Participants included representatives from Australia, China, Egypt, India, Indonesia, Japan, Malaysia, New Zealand, Pakistan, the Republic of Korea, Russia, Saudi Arabia, Singapore, Sweden and the United Arab Emirates. The European Union, which runs Operation Atalanta, the United Nations and the African Union also attended the meeting.
The exchange of views focused on how best to address the piracy threat in the most comprehensive, coordinated and effective manner.
Launched in 2009, NATO’s Operation Ocean Shield complements other international and national counter-piracy efforts off the coast of Somalia and in the wider Indian Ocean. Its current mandate runs until 2012.
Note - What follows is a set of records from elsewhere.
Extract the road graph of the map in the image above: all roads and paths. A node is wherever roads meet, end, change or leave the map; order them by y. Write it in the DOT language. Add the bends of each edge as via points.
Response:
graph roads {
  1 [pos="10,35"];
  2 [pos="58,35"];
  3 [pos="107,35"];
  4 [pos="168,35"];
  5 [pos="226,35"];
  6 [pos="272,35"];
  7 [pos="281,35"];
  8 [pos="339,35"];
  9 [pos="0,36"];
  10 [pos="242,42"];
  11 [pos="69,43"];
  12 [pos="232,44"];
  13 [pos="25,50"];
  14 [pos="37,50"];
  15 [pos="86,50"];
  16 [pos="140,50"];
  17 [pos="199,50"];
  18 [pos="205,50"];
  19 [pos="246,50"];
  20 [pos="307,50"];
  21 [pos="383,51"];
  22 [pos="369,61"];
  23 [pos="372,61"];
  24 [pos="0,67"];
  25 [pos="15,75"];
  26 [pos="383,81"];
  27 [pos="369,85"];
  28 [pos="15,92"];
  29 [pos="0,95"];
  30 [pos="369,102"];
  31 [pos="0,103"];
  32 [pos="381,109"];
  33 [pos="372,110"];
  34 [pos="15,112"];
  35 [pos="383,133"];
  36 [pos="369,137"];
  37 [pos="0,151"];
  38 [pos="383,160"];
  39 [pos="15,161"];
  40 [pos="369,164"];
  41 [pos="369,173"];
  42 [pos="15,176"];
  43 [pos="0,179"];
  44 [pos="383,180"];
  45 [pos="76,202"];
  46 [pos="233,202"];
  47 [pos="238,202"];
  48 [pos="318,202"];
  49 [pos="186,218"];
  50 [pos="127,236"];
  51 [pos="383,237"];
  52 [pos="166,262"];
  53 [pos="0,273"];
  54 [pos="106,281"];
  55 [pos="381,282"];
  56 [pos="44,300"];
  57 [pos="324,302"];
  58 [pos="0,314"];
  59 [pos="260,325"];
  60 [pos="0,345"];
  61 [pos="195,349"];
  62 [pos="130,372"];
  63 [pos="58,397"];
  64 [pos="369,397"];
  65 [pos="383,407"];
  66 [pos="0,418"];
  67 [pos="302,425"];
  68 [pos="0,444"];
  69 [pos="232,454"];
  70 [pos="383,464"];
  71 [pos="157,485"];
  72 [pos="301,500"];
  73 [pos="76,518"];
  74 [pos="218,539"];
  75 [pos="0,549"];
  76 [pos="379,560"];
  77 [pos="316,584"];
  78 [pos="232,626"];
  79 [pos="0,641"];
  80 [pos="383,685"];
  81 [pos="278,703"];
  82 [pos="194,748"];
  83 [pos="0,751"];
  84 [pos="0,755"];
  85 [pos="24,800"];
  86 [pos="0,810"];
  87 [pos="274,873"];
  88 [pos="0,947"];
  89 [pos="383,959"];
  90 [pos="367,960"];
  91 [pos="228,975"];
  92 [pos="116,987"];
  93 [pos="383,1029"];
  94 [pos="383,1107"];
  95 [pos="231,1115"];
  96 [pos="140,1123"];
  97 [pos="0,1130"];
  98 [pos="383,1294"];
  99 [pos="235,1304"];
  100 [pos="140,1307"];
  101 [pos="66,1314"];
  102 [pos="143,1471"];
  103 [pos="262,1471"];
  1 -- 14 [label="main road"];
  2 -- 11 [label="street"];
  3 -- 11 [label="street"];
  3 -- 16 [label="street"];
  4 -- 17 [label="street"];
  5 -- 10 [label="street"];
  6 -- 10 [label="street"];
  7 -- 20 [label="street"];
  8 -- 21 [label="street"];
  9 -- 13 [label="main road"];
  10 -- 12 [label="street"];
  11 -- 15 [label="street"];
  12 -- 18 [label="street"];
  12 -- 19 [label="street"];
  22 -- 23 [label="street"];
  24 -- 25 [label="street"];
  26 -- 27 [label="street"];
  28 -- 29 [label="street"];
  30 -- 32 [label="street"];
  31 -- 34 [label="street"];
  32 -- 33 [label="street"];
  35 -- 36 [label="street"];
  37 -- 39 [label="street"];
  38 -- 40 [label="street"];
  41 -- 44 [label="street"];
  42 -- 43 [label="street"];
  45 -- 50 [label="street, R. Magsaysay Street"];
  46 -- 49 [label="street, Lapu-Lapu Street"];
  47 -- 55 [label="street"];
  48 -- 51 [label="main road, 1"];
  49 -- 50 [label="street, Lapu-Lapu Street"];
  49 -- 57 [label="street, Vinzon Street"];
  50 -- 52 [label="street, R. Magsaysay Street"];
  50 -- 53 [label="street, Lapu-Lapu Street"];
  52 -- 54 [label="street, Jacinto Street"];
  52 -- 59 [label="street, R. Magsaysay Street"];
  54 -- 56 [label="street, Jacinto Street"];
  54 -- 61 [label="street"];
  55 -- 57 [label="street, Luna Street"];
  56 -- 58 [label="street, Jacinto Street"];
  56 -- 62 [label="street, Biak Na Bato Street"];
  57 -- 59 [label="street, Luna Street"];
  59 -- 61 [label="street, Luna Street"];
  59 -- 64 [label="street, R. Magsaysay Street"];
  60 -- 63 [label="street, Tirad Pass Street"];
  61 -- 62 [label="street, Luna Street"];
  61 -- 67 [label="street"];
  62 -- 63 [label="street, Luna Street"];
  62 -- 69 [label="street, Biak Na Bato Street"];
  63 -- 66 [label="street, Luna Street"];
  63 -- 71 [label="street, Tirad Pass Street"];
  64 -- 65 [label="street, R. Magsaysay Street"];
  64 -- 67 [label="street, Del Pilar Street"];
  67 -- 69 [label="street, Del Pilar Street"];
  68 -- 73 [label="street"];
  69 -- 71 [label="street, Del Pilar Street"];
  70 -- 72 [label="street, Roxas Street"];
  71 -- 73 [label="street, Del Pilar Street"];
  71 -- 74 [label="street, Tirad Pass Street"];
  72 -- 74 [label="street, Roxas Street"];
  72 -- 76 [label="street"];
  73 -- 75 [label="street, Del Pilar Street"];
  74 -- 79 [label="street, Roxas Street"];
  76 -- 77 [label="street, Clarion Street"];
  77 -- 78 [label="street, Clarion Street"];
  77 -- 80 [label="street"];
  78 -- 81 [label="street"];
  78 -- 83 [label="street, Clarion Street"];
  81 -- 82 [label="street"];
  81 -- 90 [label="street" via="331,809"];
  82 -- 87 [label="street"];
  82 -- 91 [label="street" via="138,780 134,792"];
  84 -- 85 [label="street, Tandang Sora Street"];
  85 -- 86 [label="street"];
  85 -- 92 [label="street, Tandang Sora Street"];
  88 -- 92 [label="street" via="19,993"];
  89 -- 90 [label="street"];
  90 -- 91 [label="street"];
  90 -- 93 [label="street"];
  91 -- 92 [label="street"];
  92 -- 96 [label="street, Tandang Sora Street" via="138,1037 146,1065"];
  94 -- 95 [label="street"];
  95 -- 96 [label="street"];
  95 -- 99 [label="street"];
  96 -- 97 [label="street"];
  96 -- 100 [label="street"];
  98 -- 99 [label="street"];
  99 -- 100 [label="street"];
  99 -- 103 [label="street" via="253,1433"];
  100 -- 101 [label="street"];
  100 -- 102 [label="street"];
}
‘This is a true international team effort’ NATO’s Secretary General, Anders Fogh Rasmussen, said, ‘because we are working together, we are having an effect in helping to secure the Gulf of Aden’.
This meeting, the first in such format, marks NATO’s new engagement with partners across the globe on functional issues of shared interest, as laid out in the new Strategic Concept.
‘This meeting is a demonstration of the new NATO and our willingness to promote a spirit of cooperative security’, Anders Fogh Rasmussen underlined, ‘today’s meeting has proven its value, as a flexible format designed to address a real shared challenge in a pragmatic and practical way’.